PROBLEM: Filter the listing so that only lines with the word "Otwarta" remain.

*** Opening DATA TO USE ***

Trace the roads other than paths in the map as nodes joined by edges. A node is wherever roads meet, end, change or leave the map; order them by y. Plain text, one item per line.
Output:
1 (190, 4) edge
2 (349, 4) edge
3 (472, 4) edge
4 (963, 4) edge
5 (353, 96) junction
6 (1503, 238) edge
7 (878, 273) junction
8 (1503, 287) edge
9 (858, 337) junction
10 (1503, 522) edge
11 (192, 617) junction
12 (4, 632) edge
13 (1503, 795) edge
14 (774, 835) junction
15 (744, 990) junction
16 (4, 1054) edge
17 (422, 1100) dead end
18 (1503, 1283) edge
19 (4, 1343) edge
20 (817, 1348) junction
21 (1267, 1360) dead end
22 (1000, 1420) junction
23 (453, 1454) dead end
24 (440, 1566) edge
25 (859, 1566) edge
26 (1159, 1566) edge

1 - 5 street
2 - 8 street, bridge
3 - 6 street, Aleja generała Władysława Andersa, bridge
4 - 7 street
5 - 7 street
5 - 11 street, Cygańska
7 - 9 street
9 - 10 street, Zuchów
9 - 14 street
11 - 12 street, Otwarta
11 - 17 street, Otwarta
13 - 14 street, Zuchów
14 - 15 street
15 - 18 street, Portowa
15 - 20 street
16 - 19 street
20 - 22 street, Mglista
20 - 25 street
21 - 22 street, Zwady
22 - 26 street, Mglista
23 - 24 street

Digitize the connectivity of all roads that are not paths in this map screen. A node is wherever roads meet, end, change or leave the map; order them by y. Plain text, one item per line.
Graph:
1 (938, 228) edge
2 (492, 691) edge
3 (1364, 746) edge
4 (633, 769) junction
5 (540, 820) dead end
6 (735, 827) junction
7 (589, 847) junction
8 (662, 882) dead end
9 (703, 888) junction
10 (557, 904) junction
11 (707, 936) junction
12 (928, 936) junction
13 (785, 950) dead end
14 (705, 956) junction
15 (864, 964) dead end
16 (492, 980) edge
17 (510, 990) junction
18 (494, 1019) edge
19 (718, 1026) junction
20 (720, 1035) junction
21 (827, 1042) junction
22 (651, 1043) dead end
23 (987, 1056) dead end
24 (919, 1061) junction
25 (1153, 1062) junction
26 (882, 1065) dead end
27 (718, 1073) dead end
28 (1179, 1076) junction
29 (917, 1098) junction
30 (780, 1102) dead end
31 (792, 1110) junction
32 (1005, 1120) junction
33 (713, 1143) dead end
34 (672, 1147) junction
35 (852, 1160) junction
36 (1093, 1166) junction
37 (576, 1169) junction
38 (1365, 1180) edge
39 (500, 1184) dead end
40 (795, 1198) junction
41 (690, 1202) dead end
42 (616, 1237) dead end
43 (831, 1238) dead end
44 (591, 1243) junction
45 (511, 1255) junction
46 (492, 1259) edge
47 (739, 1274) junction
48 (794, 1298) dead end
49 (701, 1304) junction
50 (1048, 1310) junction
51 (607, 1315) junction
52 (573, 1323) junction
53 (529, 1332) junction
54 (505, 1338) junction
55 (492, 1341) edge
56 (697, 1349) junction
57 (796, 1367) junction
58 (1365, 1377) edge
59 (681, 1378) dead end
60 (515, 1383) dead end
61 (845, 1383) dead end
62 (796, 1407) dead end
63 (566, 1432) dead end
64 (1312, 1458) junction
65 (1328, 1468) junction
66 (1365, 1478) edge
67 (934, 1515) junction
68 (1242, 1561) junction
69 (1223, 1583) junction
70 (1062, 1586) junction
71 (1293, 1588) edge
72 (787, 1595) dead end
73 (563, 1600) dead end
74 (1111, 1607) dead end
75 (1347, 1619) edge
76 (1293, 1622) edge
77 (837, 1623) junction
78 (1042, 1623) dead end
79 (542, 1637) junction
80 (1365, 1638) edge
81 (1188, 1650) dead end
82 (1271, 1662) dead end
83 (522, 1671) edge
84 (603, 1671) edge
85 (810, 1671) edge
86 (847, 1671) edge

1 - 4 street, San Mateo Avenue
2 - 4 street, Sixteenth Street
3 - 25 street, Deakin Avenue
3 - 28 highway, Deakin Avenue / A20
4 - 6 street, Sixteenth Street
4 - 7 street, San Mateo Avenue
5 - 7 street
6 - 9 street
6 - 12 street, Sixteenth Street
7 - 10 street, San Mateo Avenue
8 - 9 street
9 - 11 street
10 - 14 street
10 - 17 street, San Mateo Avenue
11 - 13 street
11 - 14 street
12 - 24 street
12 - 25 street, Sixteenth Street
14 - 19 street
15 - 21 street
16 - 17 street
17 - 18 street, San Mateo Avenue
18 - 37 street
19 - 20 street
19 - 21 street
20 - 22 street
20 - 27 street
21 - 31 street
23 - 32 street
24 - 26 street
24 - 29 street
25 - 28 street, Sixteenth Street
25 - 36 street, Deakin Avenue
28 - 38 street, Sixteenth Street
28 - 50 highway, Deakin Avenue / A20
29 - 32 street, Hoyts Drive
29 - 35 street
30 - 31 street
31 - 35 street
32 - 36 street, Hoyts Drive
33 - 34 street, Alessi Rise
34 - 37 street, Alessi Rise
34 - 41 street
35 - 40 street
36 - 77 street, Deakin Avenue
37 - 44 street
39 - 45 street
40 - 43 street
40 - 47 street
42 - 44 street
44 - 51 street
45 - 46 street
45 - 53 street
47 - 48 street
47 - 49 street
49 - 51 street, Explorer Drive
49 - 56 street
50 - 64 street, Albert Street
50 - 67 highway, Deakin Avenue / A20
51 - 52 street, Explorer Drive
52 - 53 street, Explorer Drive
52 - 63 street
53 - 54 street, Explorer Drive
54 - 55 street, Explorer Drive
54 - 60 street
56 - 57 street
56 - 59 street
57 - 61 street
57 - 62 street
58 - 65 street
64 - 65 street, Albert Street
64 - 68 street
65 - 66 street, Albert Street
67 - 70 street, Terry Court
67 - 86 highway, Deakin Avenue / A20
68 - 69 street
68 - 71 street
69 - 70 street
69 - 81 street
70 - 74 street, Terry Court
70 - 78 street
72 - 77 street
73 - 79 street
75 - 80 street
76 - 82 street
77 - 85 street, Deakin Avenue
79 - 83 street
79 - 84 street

*** Closing DATA TO USE ***

RESULT OF THIS TASK:
11 - 12 street, Otwarta
11 - 17 street, Otwarta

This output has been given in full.